Reputation: 1522
I know very similar questions have been asked before. But I don't think the solutions I found on google/stackoverflow are suitable for me.
I started to write some web services with Scala/Spray, and it seems the best way to send large files without consuming large amouns of memory is using the stream marshalling. This way Spray will send http chunks. Two questions:
Is it possible to send the file without using HTTP chunks and without reading the entire file into memory?
AFAIK akka.io only process one write at a time, meaning it can buffer one write until it has been passed on to the O/S kernel in full. Would it be possible to tell Spray, for each HTTP response, the length of the content? Thereafter Spray would ask for new data (through akka messages) untill the entire content length is completed. Eg, I indicate my content length is 100 bytes. Spray sends a message asking for data to my actor, I provide 50 bytes. Once this data is passed on to the O/S, spray sends another message asking for new data. I provide the remaining 50 bytes... the response is completed then.
Upvotes: 4
Views: 1477
Reputation: 8367
Is it possible to send the file without using HTTP chunks [on the wire]
Yes, you need to enable chunkless streaming. See http://spray.io/documentation/1.2.4/spray-routing/advanced-topics/response-streaming/
Chunkless streaming works regardless whether you use the Stream marshaller or provide the response as MessageChunk
s yourself. See the below example.
without reading the entire file into memory
Yes, that should work if you supply data as a Stream[Array[Byte]]
or Stream[ByteString]
.
[...] Thereafter Spray would ask for new data [...]
That's actually almost like it already works: If you manually provide the chunks you can request a custom Ack message that will be delivered back to you when the spray-can layer is able to process the next part. See this example for how to stream from a spray route.

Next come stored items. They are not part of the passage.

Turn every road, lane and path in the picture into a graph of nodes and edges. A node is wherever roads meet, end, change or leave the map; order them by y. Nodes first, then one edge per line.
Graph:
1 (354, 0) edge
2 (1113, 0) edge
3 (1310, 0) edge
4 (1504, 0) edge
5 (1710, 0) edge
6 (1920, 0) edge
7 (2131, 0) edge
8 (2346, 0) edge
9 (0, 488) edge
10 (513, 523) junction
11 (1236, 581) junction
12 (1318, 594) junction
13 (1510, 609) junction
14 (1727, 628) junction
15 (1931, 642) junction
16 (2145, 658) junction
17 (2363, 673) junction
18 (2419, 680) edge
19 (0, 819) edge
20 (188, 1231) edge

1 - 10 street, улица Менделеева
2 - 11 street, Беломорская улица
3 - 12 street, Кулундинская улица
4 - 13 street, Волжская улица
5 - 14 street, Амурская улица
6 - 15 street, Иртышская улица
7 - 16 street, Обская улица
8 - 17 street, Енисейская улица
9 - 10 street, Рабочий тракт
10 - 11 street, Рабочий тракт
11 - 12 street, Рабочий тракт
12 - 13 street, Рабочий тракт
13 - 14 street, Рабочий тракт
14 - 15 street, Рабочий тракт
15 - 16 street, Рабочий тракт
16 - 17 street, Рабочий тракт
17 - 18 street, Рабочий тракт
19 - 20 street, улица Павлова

I indicate my content length is 100 bytes
A note upfront: In HTTP you don't strictly need to specify a content-length for responses because a response body can be delimited by closing the connection which is what spray does if chunkless streaming is enable. However, if you don't want to close the connection (because you would lose this persistent connection) you can now specify an explicit Content-Length
header in your ChunkedResponseStart
message (see #802) which will prevent the closing of the connection.